If the point is to suggest that John McCain is like Chamberlain because he once suggested that the West would have to talk to Hamas, then where does that leave Obama when it comes to Iran? And why does the image of Chamberlain look so much like Hitler, at least in the mustache?

On the other hand, if the point is to suggest that McCain is a hypocrite, why do that in such a hypocritical fashion? And why do so in a way that recalls the flip-flopping claims that plagued the previous Democratic nominee)?

I should add that when JTA’s Ron Kampeas asked Obama a few weeks ago why he was open to talks with Iran, but not Hamas, the Democratic candidate said the issue was that the latter is not a government. Well, when you look at the remarks from McCain that have Rubin and Forman all fired up, it’s clearly that McCain was saying it would be hard to ignore Hamas now that it had won the Palestinian elections and come to power. In other words, now that it had become a government.
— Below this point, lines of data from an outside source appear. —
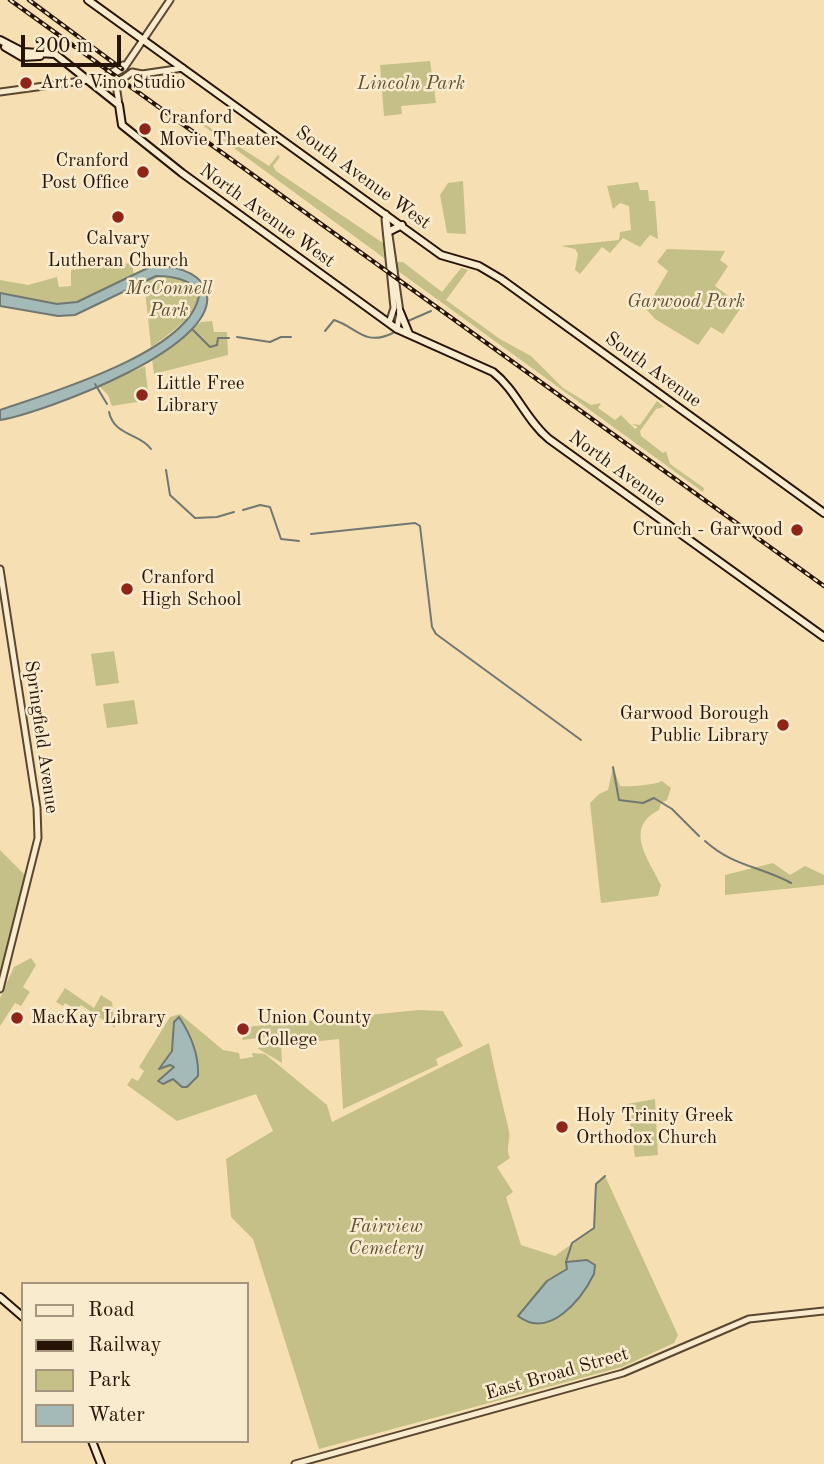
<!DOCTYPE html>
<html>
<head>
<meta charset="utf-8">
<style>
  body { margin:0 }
  #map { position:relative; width:824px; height:1464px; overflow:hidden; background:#f6e0b3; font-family:"Old Standard TT",serif }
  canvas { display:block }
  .legend { position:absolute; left:21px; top:1282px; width:228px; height:161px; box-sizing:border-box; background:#f9ebce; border:2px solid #a5957e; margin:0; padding:9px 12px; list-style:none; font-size:21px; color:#271305 }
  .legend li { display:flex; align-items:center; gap:14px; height:35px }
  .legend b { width:35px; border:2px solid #a5957e }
  .scale { position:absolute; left:21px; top:35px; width:100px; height:32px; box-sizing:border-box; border:4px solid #271305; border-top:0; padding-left:9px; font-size:21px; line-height:24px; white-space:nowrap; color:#271305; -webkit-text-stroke:5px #f9ebce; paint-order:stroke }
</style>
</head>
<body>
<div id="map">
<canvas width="824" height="1464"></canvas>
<ul class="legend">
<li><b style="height:9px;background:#f9ebce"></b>Road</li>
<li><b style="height:9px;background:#271305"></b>Railway</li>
<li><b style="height:19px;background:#c4c087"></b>Park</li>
<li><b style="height:19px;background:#a3bab9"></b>Water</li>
</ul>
<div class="scale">200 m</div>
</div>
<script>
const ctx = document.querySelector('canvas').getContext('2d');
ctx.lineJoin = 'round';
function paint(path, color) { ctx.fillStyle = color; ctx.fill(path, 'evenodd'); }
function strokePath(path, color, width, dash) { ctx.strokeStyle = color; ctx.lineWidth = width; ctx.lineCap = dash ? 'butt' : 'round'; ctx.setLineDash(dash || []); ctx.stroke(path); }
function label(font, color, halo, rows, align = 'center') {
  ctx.font = font + ' "Old Standard TT",serif'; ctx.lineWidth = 5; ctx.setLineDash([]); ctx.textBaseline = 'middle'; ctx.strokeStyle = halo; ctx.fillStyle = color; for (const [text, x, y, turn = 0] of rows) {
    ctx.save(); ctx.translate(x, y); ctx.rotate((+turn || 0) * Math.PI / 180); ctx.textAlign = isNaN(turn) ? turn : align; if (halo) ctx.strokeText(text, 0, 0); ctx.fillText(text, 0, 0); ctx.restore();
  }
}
paint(new Path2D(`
  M430 61 436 103 401 106 402 114 384 116 380 65Z
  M175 105 269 166 278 155 280 157 273 166 276 171 383 243 384 258Z
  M463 181 466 234 447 233 440 195 448 183Z
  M638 182 640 190H648L649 201H655L658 239 650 235 640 247 623 238 610 253 602 247 580 274 575 270 578 254 575 249 561 246 619 240 620 232 631 230 629 206 620 203 613 209 607 186Z
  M667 249 725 251 720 260 728 266 715 286 742 306 723 334 711 327 698 345 655 319 646 309 668 271 657 262Z
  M394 262H403L442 292 461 268 468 270 446 300 500 339 531 356 563 388 591 405 601 403 598 408 615 420 621 415 635 429 638 427 632 424 640 425 657 401 664 407 656 409 640 431 641 436 663 453 666 451 670 464 704 488 703 492 394 268Z
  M132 263 134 275 77 302 57 304 0 293V280L28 285 57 277 59 287 71 286V270Z
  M156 276C171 276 194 279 199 295 196 317 168 335 151 347L144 281Z
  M212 321 214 332H227L228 355 154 374 152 359 201 322Z
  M145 366 149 400 112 406 108 395 99 386Z
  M114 651 119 683 96 686 91 654Z
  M134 700 138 724 107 728 103 704Z
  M613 767 620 786C628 787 655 785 662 781L671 788 667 800 661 803 659 810C623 828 649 860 661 885L658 896 601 903 590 803 599 794 608 790Z
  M0 850 29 879 0 989Z
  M773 863 790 875 805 866 824 875V885L725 895V875Z
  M31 958 36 965 23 987 30 992 21 1006 15 1003 0 1026V998L14 967Z
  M65 988 94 1008 101 995 112 1002 115 1028 81 1005 77 1010 65 1003 63 1006 56 1002Z
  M419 1010 443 1011 463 1046 436 1059 438 1065 343 1109 339 1039 281 1045 282 1063 257 1048 269 1047 267 1037 242 1040 246 1027Z
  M180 1014 223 1050 239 1053 240 1059 253 1057 252 1053 265 1054 327 1105 332 1122 489 1043C495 1073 502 1102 509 1131 511 1141 505 1148 510 1158L497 1167 513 1192 506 1197 521 1245 555 1256 594 1228 596 1184 605 1176 678 1335 674 1343 622 1367 319 1449 253 1239 231 1217 226 1159 273 1131 256 1094 177 1121 127 1085 132 1078 138 1081 144 1071 139 1067 170 1017ZM587 1260 562 1315 526 1322 518 1316 547 1281 567 1269 566 1262Z
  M655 1099 658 1155 635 1157 627 1104Z`), '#c4c087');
const water = new Path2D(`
  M154 265C170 265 198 271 205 288 230 345 42 413 0 420V410C47 394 191 352 199 295 194 279 171 276 156 276L75 315 58 316 0 306V293L57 304 77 302Z
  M179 1017C191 1035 199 1054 198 1076L187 1087H182L173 1079 163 1084 158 1081 174 1067 170 1065 159 1069 172 1051 174 1022Z
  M587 1260 595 1265 594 1274C581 1300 549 1340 518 1316L547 1281 567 1269 566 1262Z`);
paint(water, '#a3bab9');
strokePath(water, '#717771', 2);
strokePath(new Path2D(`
  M408 321 431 311
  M193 330 210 347 217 345 218 338H229
  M325 331 334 320C357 327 364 347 393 333
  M237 337 270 342 281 337H291
  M95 384 107 404
  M109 412C114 436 141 434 151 449
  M166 470 170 495 195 518 217 517 234 512
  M243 510 260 505 270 507 281 539 299 541
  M311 534 415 523 420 526 432 627 436 634 581 740
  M613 767 619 800 643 803 654 798 672 809 699 836
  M705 841C734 867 760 866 791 883
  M566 1262 572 1243 594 1228 596 1184 605 1176`), '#717771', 2);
const tertiary = new Path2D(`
  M102 81 124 68 170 0
  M0 92 103 78 123 65
  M119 105 116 84 132 72 142 74 183 68
  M386 214 400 312 397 329
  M385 219 394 308 389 323
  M0 569 37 808 38 838 0 989
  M295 1464 623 1373 749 1319 824 1311`);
const secondary = new Path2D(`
  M88 0 441 255 479 266 501 279 824 513
  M0 40 23 52 55 54 119 105 122 125 182 173 397 329 493 372C516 390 526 420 549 439L824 637
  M5 47 22 57 40 56
  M390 231 402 225
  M400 312 409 334
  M0 1297 23 1317
  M92 1441 101 1464`);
strokePath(tertiary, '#5b4630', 9);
strokePath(secondary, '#271305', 10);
strokePath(tertiary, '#f9ebce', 5);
strokePath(secondary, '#f9ebce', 6);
const rail = new Path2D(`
  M10 0 824 586
  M29 0 122 69`);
strokePath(rail, '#271305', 4.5);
strokePath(rail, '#f9ebce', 2, [5]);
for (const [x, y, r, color] of [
  [26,83,7,"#8f2418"],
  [145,129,7,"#8f2418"],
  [143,172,7,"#8f2418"],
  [118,217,7,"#8f2418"],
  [142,395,7,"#8f2418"],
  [797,530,7,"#8f2418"],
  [127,589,7,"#8f2418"],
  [783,725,7,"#8f2418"],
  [17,1018,7,"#8f2418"],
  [243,1029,7,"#8f2418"],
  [562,1127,7,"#8f2418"]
]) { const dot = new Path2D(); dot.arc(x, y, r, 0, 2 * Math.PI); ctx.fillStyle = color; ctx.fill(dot); strokePath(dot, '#f9ebce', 2.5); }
label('19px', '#271305', '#f9ebce', [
  ["Art e Vino Studio",40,83],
  ["Cranford",159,118],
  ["Movie Theater",159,140],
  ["Cranford",129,161,"right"],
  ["Post Office",129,183,"right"],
  ["Calvary",118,239,"center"],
  ["Lutheran Church",118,261,"center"],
  ["Little Free",156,384],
  ["Library",156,406],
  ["Crunch - Garwood",783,530,"right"],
  ["Cranford",141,578],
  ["High School",141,600],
  ["Garwood Borough",769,714,"right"],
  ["Public Library",769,736,"right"],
  ["MacKay Library",31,1018],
  ["Union County",257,1018],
  ["College",257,1040],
  ["Holy Trinity Greek",576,1116],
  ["Orthodox Church",576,1138]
], 'left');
label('italic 19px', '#5e5032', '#f9ebce', [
  ["Lincoln Park",411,84],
  ["McConnell",169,289],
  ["Park",169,311],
  ["Garwood Park",686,302],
  ["Fairview",386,1227],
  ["Cemetery",386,1249]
]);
label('19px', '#271305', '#f9ebce', [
  ["South Avenue West",363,178,36],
  ["North Avenue West",267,216,36],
  ["South Avenue",653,370,36],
  ["North Avenue",617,469,36],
  ["Springfield Avenue",41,737,82],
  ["East Broad Street",557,1374,-16]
]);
</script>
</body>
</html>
Here’s Forman’s full statement:

For the last few weeks Sen. John McCain, President George Bush, and their allies have tried to cast Sen. Barack Obama as being the endorsed candidate of Hamas and willing to negotiate with Iran. But this is hypocrisy. It takes particular audacity to attack Obama for appeasement when McCain has advocated dealing with Hamas, a position Obama has opposed.

In 2006, following Hamas’s victory in the Palestinian parliamentary elections, James Rubin interviewed McCain for the British TV network Sky News’s “World News Tonight” program. Rubin asked, “Do you think that American diplomats should be operating the way they have in the past, working with the Palestinian government if Hamas is now in charge?”

McCain responded, “They’re the government; sooner or later we are going to have to deal with them, one way or another, and I understand why this administration and previous administrations had such antipathy towards Hamas because of their dedication to violence and the things that they not only espouse but practice, so . . . but it’s a new reality in the Middle East. I think the lesson is people want security and a decent life and decent future, that they want democracy. Fatah was not giving them that.”

Who is the real McCain? What does McCain really stand for? What is McCain willing to do to get elected? We must wonder: is McCain really the “Straight Talk Express”? Or is he more like the “Smear Talk Express” or the “Hypocrisy Talk Express”?

NJDC may not agree with McCain’s previous willingness to engage with Hamas, but reasonable people can disagree on policy. Yet, the McCain-Bush hypocrisy on this issue is beyond the pale.